_INFORMATION_.

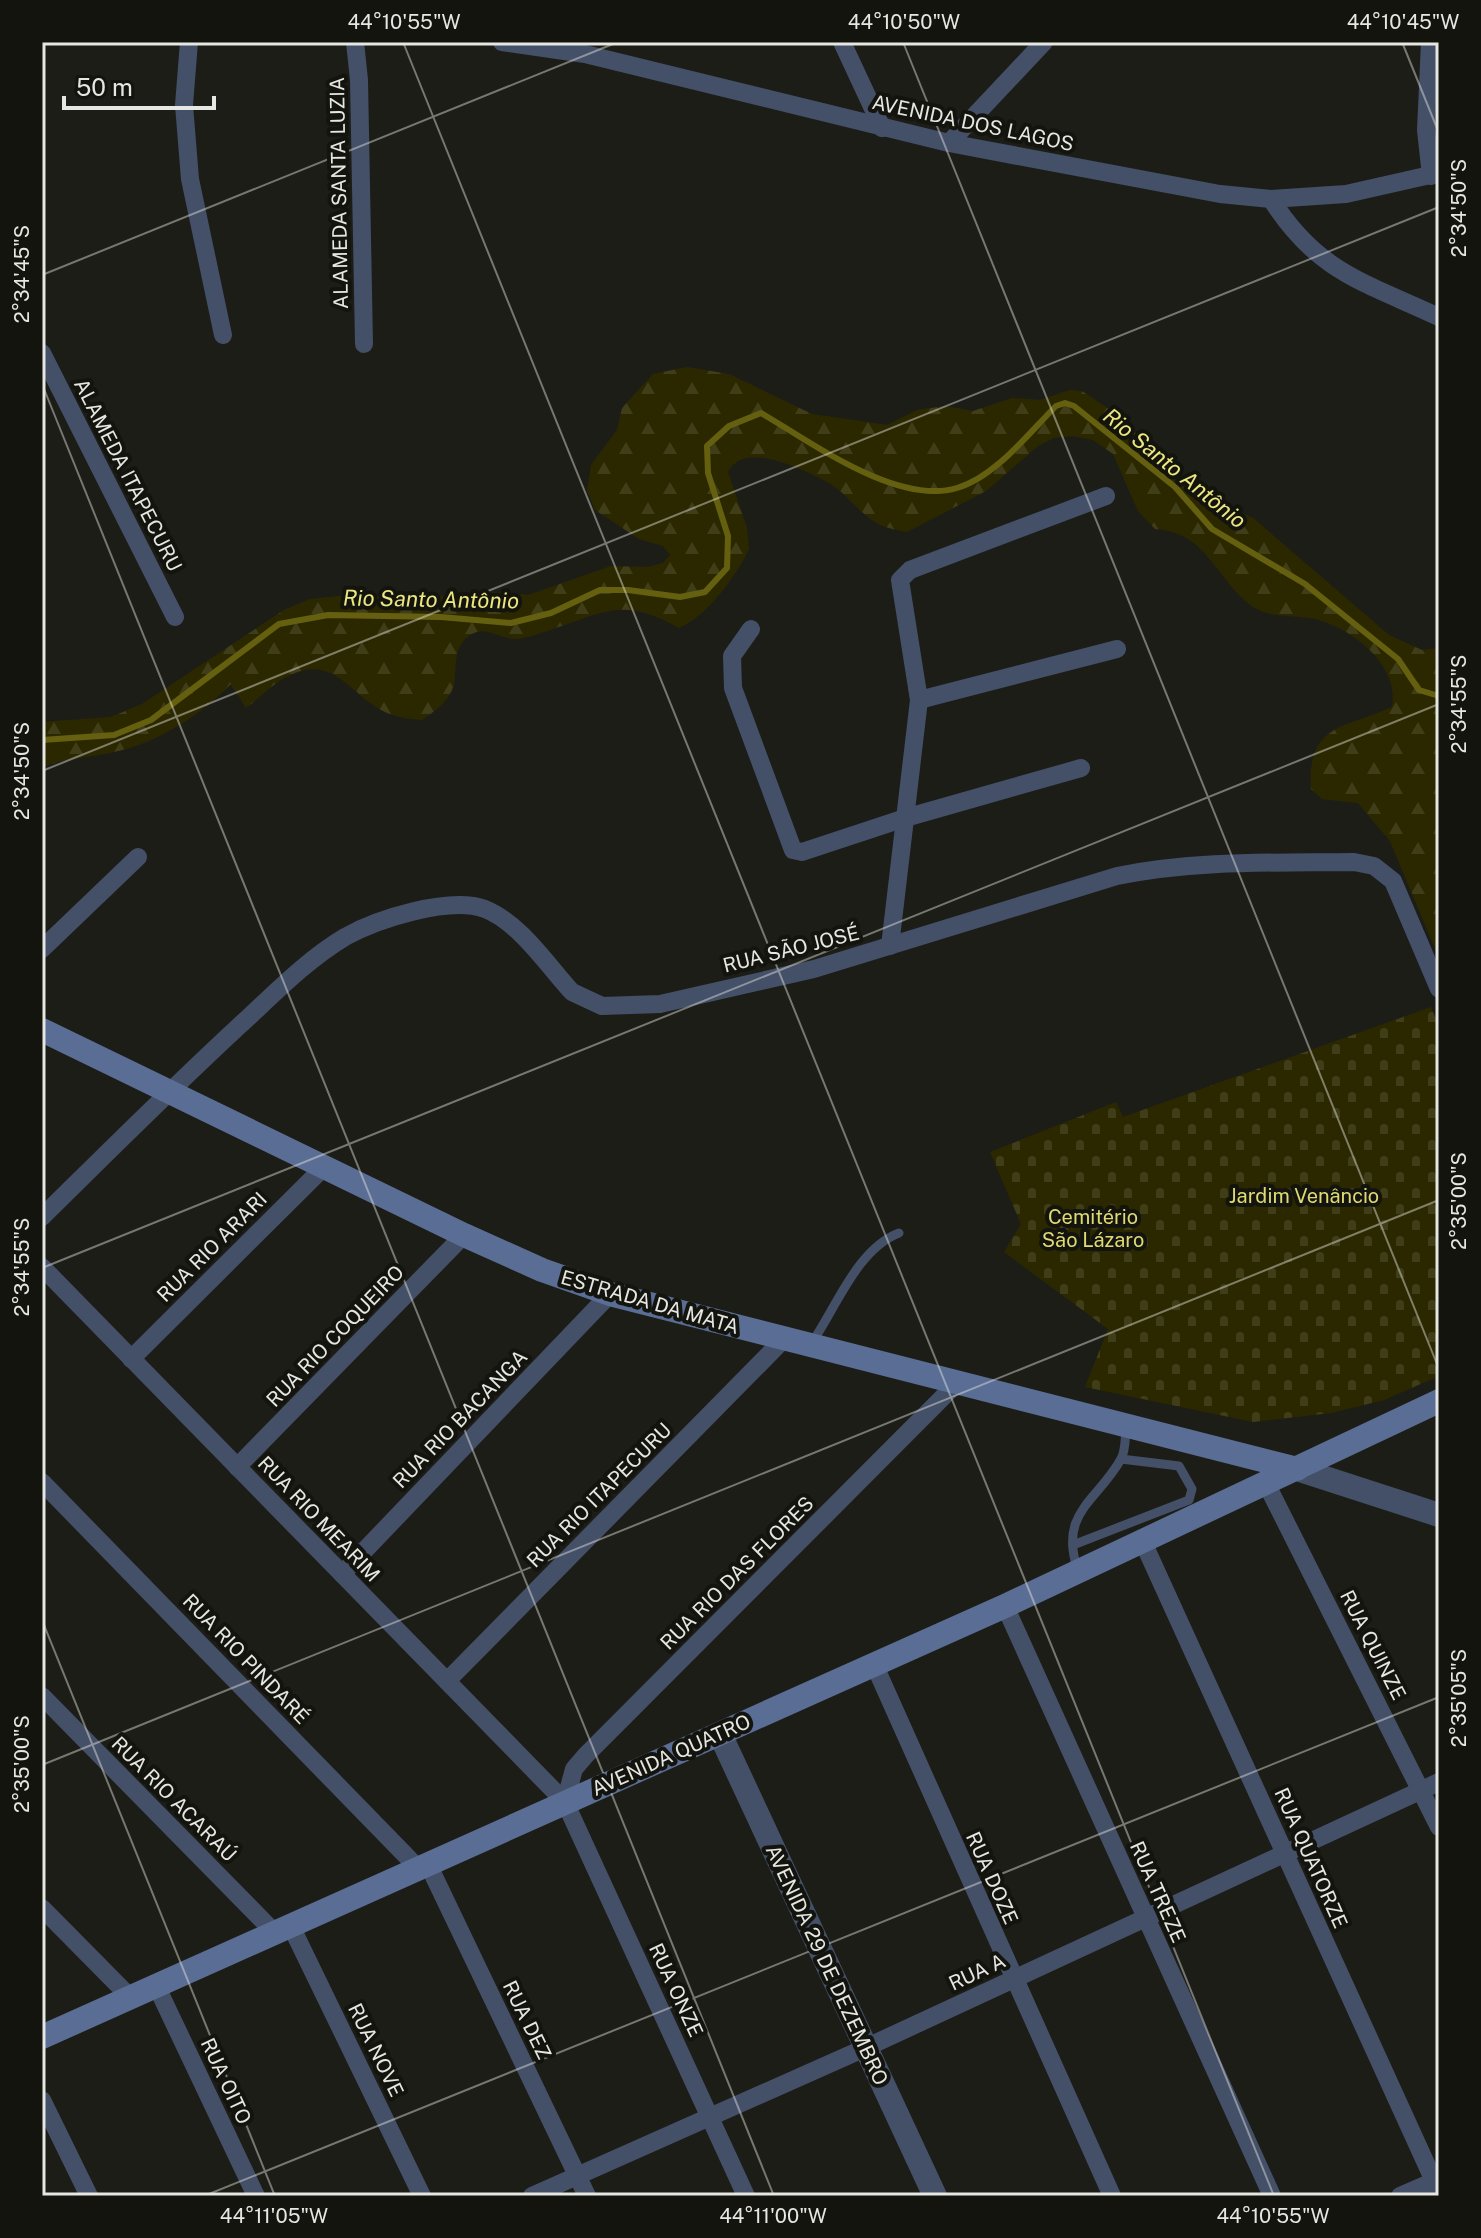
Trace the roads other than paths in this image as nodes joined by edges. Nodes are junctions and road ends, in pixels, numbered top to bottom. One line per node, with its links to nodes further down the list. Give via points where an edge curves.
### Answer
1 (189, 42): 13 (street, via 184,105 190,179)
2 (355, 42): 14 (street, ALAMEDA SANTA LUZIA)
3 (502, 42): 7 (street, AVENIDA DOS LAGOS)
4 (842, 42): 8 (street)
5 (1044, 42): 9 (street)
6 (1430, 42): 10 (street, via 1426,130)
7 (583, 48): 8 (street, AVENIDA DOS LAGOS)
8 (882, 128): 9 (street, AVENIDA DOS LAGOS)
9 (949, 143): 11 (street, AVENIDA DOS LAGOS)
10 (1435, 174): 11 (street, AVENIDA DOS LAGOS, via 1346,194)
11 (1271, 199): 12 (street, via 1290,230 1324,261)
12 (1439, 317)
13 (223, 335)
14 (364, 344)
15 (42, 353): 17 (street, ALAMEDA ITAPECURU)
16 (1106, 496): 20 (street, via 903,575 899,585)
17 (175, 617)
18 (751, 629): 22 (street, via 732,656 733,688 793,850 802,852)
19 (1117, 649): 20 (street)
20 (919, 700): 22 (street)
21 (1081, 768): 22 (street)
22 (905, 818): 24 (street)
23 (138, 857): 25 (street)
24 (890, 946): 26 (street, RUA SÃO JOSÉ, via 1154,868 1354,862 1374,866 1393,881); 28 (street, RUA SÃO JOSÉ, via 660,1004 602,1006 572,992 501,918 483,908 448,906 411,913 369,925 310,961)
25 (42, 949)
26 (1439, 989)
27 (42, 1030): 28 (main road, ESTRADA DA MATA)
28 (168, 1092): 29 (main road, ESTRADA DA MATA); 30 (street, RUA SÃO JOSÉ)
29 (324, 1167): 32 (main road, ESTRADA DA MATA); 37 (street, RUA RIO ARARI)
30 (42, 1217)
31 (899, 1233): 36 (lane, via 880,1240 864,1260)
32 (464, 1235): 34 (main road, ESTRADA DA MATA); 42 (street, RUA RIO COQUEIRO)
33 (42, 1267): 37 (street, RUA RIO MEARIM)
34 (610, 1294): 35 (main road, ESTRADA DA MATA); 50 (street, RUA RIO BACANGA)
35 (783, 1340): 36 (main road, ESTRADA DA MATA); 53 (street, RUA RIO ITAPECURU)
36 (809, 1347): 38 (main road, ESTRADA DA MATA)
37 (131, 1359): 42 (street, RUA RIO MEARIM)
38 (956, 1384): 40 (main road, ESTRADA DA MATA); 57 (street, RUA RIO DAS FLORES, via 586,1755 574,1769)
39 (1439, 1401): 43 (main road, AVENIDA QUATRO)
40 (1126, 1427): 41 (lane); 43 (main road, ESTRADA DA MATA)
41 (1121, 1459): 48 (lane, via 1078,1513); 48 (lane, via 1179,1466 1192,1489 1189,1500)
42 (237, 1467): 50 (street, RUA RIO MEARIM)
43 (1297, 1469): 45 (main road, AVENIDA QUATRO); 46 (street)
44 (42, 1482): 60 (street, RUA RIO PINDARÉ)
45 (1266, 1483): 47 (main road, AVENIDA QUATRO); 56 (street, RUA QUINZE)
46 (1439, 1515)
47 (1143, 1542): 49 (main road, AVENIDA QUATRO); 59 (street, RUA QUATORZE)
48 (1073, 1545): 49 (lane)
49 (1078, 1572): 51 (main road, AVENIDA QUATRO)
50 (342, 1574): 53 (street, RUA RIO MEARIM)
51 (1005, 1606): 52 (main road, AVENIDA QUATRO); 62 (street, RUA TREZE)
52 (874, 1664): 55 (main road, AVENIDA QUATRO); 64 (street, RUA DOZE)
53 (447, 1681): 57 (street, RUA RIO MEARIM)
54 (42, 1696): 63 (street, RUA RIO ACARAÚ)
55 (720, 1734): 57 (main road, AVENIDA QUATRO); 68 (street, AVENIDA 29 DE DEZEMBRO)
56 (1430, 1786): 58 (street, RUA QUINZE); 59 (street, RUA A)
57 (565, 1802): 60 (main road, AVENIDA QUATRO); 70 (street, RUA ONZE)
58 (1439, 1827)
59 (1284, 1851): 62 (street, RUA A); 72 (street, RUA QUATORZE)
60 (423, 1866): 63 (main road, AVENIDA QUATRO); 71 (street, RUA DEZ)
61 (42, 1908): 66 (street)
62 (1145, 1915): 64 (street, RUA A); 81 (street, RUA TREZE)
63 (282, 1928): 65 (main road, AVENIDA QUATRO); 75 (street, RUA NOVE)
64 (1013, 1980): 68 (street, RUA A); 80 (street, RUA DOZE)
65 (156, 1985): 66 (main road, AVENIDA QUATRO); 74 (street, RUA OITO)
66 (130, 1997): 67 (main road, AVENIDA QUATRO)
67 (42, 2037)
68 (865, 2048): 70 (street, RUA A); 79 (street, AVENIDA 29 DE DEZEMBRO)
69 (42, 2100): 73 (street)
70 (709, 2116): 71 (street, RUA A); 78 (street, RUA ONZE)
71 (577, 2176): 76 (street, RUA A); 77 (street, RUA DEZ)
72 (1437, 2184): 82 (street)
73 (89, 2196)
74 (256, 2196)
75 (422, 2196)
76 (532, 2196)
77 (587, 2196)
78 (746, 2196)
79 (935, 2196)
80 (1112, 2196)
81 (1272, 2196)
82 (1400, 2196)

_WHAT IS REQUIRED_. The lines to copy are those above that contain the string "ALAMEDA".

_RESPONSE TO THIS TASK_.
2 (355, 42): 14 (street, ALAMEDA SANTA LUZIA)
15 (42, 353): 17 (street, ALAMEDA ITAPECURU)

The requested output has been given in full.